[Solved] Counting efficiently pairs of strings, which together contain all the vowels


Suppose you have a very large number of strings. Your algorithm will compare all the strings between them, and thats a terrible number of iterations.

Radical improvement:

New approach

Build a map that associates a string of ordered unique vowels (e.g. “ae”) to a list of all the string found that contains exactly these unique vowels, whatever the number of repetition and the order. For example:

ao -> aaooaoaooa, aoa, aaooaaooooooo  (3 words)
uie -> uiieieiieieuuu, uuuuiiiieeee   (2 words)
aeio -> aeioooeeiiaiei                (1 word)

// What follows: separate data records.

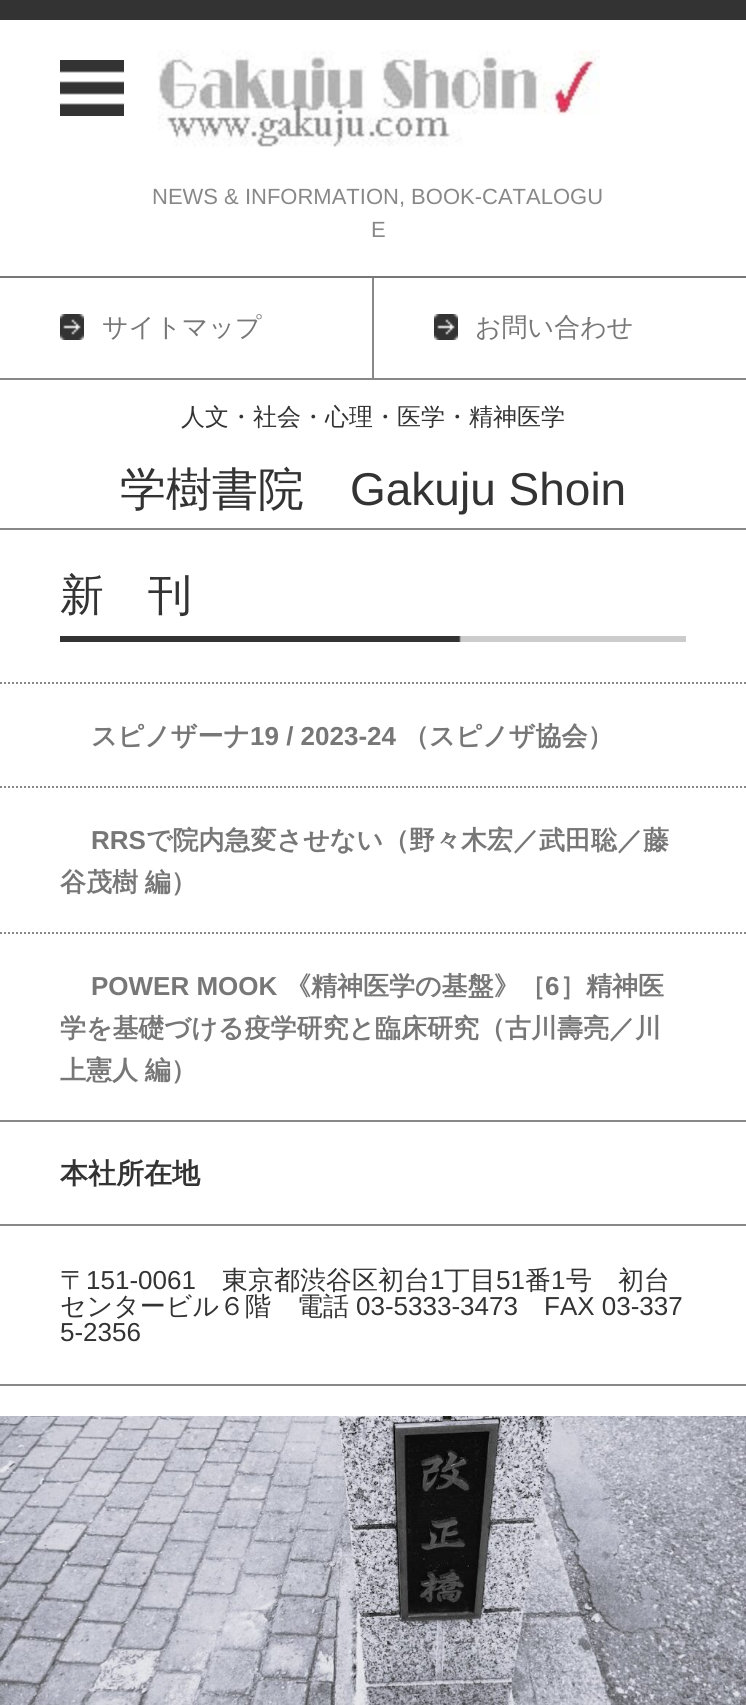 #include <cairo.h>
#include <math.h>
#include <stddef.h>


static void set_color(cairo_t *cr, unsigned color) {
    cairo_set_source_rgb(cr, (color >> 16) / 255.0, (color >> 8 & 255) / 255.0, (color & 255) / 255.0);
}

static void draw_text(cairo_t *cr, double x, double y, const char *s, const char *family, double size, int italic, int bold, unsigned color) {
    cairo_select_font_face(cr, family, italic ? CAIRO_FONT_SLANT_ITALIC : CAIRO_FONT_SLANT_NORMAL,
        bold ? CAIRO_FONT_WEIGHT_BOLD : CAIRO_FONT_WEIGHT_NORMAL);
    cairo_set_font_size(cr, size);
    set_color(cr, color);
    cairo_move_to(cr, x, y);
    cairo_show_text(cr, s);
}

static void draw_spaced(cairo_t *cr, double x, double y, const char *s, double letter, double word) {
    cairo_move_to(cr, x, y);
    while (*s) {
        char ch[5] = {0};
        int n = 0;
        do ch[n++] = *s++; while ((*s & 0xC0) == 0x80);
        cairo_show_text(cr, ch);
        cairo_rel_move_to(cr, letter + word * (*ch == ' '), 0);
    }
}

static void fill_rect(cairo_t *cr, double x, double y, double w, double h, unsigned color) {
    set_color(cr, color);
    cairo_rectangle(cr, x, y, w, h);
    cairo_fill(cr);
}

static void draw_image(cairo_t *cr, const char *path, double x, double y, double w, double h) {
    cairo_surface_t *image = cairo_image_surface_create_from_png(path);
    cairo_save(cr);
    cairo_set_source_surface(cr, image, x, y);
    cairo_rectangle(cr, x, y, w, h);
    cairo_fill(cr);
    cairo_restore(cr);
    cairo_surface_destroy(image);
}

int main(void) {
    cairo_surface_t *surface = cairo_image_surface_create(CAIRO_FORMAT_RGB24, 746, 1705);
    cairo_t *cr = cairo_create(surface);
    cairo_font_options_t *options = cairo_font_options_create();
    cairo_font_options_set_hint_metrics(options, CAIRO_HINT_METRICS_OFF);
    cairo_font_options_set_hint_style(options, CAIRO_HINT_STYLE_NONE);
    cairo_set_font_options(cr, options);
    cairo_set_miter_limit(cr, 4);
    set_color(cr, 0xFFFFFF);
    cairo_paint(cr);
    fill_rect(cr, 0, 0, 746, 20, 0x333333);
    draw_image(cr, "assets/img1.png", 60, 60, 64, 56);
    fill_rect(cr, 0, 276, 746, 2, 0x777777);
    draw_image(cr, "assets/img2.png", 158, 50, 442, 97);
    draw_text(cr, 152, 204, "NEWS & INFORMATION, BOOK-CATALOGU", "Liberation Sans", 22, 0, 0, 0x888888);
    draw_text(cr, 371, 237, "E", "Liberation Sans", 22, 0, 0, 0x888888);
    fill_rect(cr, 0, 378, 746, 2, 0x888888);
    draw_image(cr, "assets/img3.png", 60, 314, 24, 26);
    fill_rect(cr, 372, 278, 2, 100, 0x888888);
    draw_text(cr, 102, 336, "サイトマップ", "WenQuanYi Zen Hei Medium", 26, 0, 0, 0x777777);
    draw_image(cr, "assets/img3.png", 434, 314, 24, 26);
    draw_text(cr, 475, 336, "お問い合わせ", "WenQuanYi Zen Hei Medium", 26, 0, 0, 0x777777);
    draw_text(cr, 181, 425, "人文・社会・心理・医学・精神医学", "WenQuanYi Zen Hei Medium", 24, 0, 0, 0x333333);
    draw_text(cr, 120, 505, "学樹書院", "WenQuanYi Zen Hei Medium", 46, 0, 0, 0x333333);
    draw_text(cr, 350, 505, "Gakuju Shoin", "Liberation Sans", 46, 0, 0, 0x333333);
    fill_rect(cr, 0, 528, 746, 2, 0x888888);
    draw_image(cr, "assets/img4.png", 60, 636, 626, 6);
    draw_text(cr, 60, 610, "新　刊", "WenQuanYi Zen Hei Medium", 44, 0, 0, 0x333333);
    cairo_new_path(cr);
    cairo_move_to(cr, 0, 683);
    cairo_line_to(cr, 746, 683);
    set_color(cr, 0x888888);
    cairo_set_dash(cr, (double[]){2, 2}, 2, 0);
    cairo_stroke(cr);
    draw_text(cr, 91, 745, "スピノザーナ", "WenQuanYi Zen Hei", 26, 0, 1, 0x777777);
    draw_text(cr, 250, 745, "19 / 2023-24", "Liberation Sans", 26, 0, 1, 0x777777);
    draw_text(cr, 403, 745, "（スピノザ協会）", "WenQuanYi Zen Hei", 26, 0, 1, 0x777777);
    cairo_new_path(cr);
    cairo_move_to(cr, 0, 787);
    cairo_line_to(cr, 746, 787);
    set_color(cr, 0x888888);
    cairo_stroke(cr);
    draw_text(cr, 91, 849, "RRS", "Liberation Sans", 26, 0, 1, 0x777777);
    draw_text(cr, 146, 849, "で院内急変させない（野々木宏／武田聡／藤", "WenQuanYi Zen Hei", 26, 0, 1, 0x777777);
    draw_spaced(cr, 60, 891, "谷茂樹 編）", 0, -1);
    cairo_new_path(cr);
    cairo_move_to(cr, 0, 933);
    cairo_line_to(cr, 746, 933);
    set_color(cr, 0x888888);
    cairo_stroke(cr);
    draw_text(cr, 91, 995, "POWER MOOK", "Liberation Sans", 26, 0, 1, 0x777777);
    draw_text(cr, 285, 995, "《精神医学の基盤》［", "WenQuanYi Zen Hei", 26, 0, 1, 0x777777);
    draw_text(cr, 545, 995, "6", "Liberation Sans", 26, 0, 1, 0x777777);
    draw_text(cr, 560, 995, "］精神医", "WenQuanYi Zen Hei", 26, 0, 1, 0x777777);
    draw_text(cr, 60, 1037, "学を基礎づける疫学研究と臨床研究（古川壽亮／川", "WenQuanYi Zen Hei", 26, 0, 1, 0x777777);
    draw_spaced(cr, 60, 1079, "上憲人 編）", 0, -1);
    fill_rect(cr, 0, 1120, 746, 2, 0x888888);
    fill_rect(cr, 0, 1224, 746, 2, 0x888888);
    draw_text(cr, 60, 1183, "本社所在地", "WenQuanYi Zen Hei", 28, 0, 1, 0x333333);
    draw_text(cr, 60, 1289, "〒", "WenQuanYi Zen Hei Medium", 26, 0, 0, 0x333333);
    draw_text(cr, 86, 1289, "151-0061", "Liberation Sans", 26, 0, 0, 0x333333);
    draw_text(cr, 222, 1289, "東京都渋谷区初台", "WenQuanYi Zen Hei Medium", 26, 0, 0, 0x333333);
    draw_text(cr, 430, 1289, "1", "Liberation Sans", 26, 0, 0, 0x333333);
    draw_text(cr, 444, 1289, "丁目", "WenQuanYi Zen Hei Medium", 26, 0, 0, 0x333333);
    draw_text(cr, 496, 1289, "51", "Liberation Sans", 26, 0, 0, 0x333333);
    draw_text(cr, 525, 1289, "番", "WenQuanYi Zen Hei Medium", 26, 0, 0, 0x333333);
    draw_text(cr, 551, 1289, "1", "Liberation Sans", 26, 0, 0, 0x333333);
    draw_text(cr, 566, 1289, "号　初台", "WenQuanYi Zen Hei Medium", 26, 0, 0, 0x333333);
    draw_text(cr, 60, 1315, "センタービル６階　電話", "WenQuanYi Zen Hei Medium", 26, 0, 0, 0x333333);
    draw_text(cr, 356, 1315, "03-5333-3473", "Liberation Sans", 26, 0, 0, 0x333333);
    draw_text(cr, 544, 1315, "FAX 03-337", "Liberation Sans", 26, 0, 0, 0x333333);
    draw_text(cr, 60, 1341, "5-2356", "Liberation Sans", 26, 0, 0, 0x333333);
    fill_rect(cr, 0, 1384, 746, 2, 0x888888);
    draw_image(cr, "assets/img5.png", 0, 1416, 746, 289);
    cairo_surface_write_to_png(surface, "output.png");
    cairo_font_options_destroy(options);
    cairo_destroy(cr);
    cairo_surface_destroy(surface);
    return 0;
}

Of course, that’s a lot of strings, so in your code, you would use your bitmap rather than the string of ordered unique vowels. Also note that you don’t want to produce the list of combined string, but only their count. So you don’t need the list of all string occurenes, but just to maintain the count of strings matching the bitmap:

16385 -> 3 
1048848 -> 2
16657 -> 1  

Then look at the winning combinations between the mapping existing indexes, like you did it. For a large list of strings, you would have a much smaller list of mapping indexes, so that would be a significant improvement.

For each winning combination take the size of the first list of strings time the size of the second list of strings to increase your count.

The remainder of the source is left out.